The blistering fundraising pace among Senate candidates is the freshest sign the race will be expensive and hotly contested, as both candidates proving themselves to be powerhouse money-raisers at home and nationally.

"[Franken] has a very large base of support not only here in this state but around the country," DFL Party chair Ken Martin. "If this race tightens up there no doubt that he will be able to tap into those resources in the state and around the country, as well."

National Republican Senatorial Committee Chairman Kansas Sen. Jerry Moran said he was pleased with McFadden's work wooing contributors since winning the party's endorsement in May.

"He's raising money," Moran said. "Minnesota is a quirky state … It's not the easiest state [for Republicans.]"

McFadden is trying to convince skeptics in part by boasting about his fundraising prowess to the party faithful — something needed in a head-to-head matchup with Franken, who has already poured more than $2 million into television advertising. McFadden distributed glossy fliers at the May state convention said, "Mike has raised nearly $3 million. This not only gives him a significant advantage over every other Republican in this race, but it also surpasses most other challenger races in the country."

McFadden still faces an Aug. 12 primary opponent in GOP state Rep. Jim Abeler. His Senate fundraising report was not available online on Friday, but Abeler said it would not contain "any breathtaking news." He said he expects that McFadden would outspend him 16-1 or maybe 18-1.

"I don't think we have a large amount of money in the bank," he said.

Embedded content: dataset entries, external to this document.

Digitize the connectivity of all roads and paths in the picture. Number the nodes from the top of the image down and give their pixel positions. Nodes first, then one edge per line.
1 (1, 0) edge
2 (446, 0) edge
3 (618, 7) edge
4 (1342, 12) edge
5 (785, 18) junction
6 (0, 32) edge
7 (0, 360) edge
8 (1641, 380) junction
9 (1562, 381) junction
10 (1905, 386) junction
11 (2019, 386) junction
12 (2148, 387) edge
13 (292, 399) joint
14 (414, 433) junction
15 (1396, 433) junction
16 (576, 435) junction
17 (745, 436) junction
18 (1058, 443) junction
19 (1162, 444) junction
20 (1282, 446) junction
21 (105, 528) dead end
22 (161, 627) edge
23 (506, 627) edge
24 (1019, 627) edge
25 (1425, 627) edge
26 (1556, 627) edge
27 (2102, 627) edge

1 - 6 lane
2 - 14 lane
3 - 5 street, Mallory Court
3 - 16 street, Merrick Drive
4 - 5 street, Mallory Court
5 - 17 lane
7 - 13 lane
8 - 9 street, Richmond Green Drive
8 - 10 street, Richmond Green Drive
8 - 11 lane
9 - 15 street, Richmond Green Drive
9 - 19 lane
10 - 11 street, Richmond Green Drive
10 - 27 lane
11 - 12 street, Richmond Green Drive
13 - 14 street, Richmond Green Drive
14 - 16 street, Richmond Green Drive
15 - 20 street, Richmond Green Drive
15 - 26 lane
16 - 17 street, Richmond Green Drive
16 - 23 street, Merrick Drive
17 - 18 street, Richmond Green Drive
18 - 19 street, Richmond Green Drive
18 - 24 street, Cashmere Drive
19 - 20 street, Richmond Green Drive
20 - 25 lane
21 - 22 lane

The newest reports posted at the Federal Election Commission capture a three-week fundraising period ahead of the primary. Those reports, which aren't filed from states without an August primary, show Franken is among the top fundraisers in the country and McFadden shares the same status among those trying to oust a sitting senator.

Big cash in House races

The big money is flowing Up North as the race tightens.

The Eighth Congressional District has emerged as one of the tightest races nationally between incumbent Democratic Rep. Rick Nolan and his GOP challenger Stewart Mills. The Cook Political Report, which offers independent, nonpartisan analysis of U.S. elections, shifted that race Friday from "leans Democratic" to a "tossup." Campaign finance reports filed this week show Nolan catching up to Mills' fundraising, however, while Mills is continuing to dip into his personal fortune.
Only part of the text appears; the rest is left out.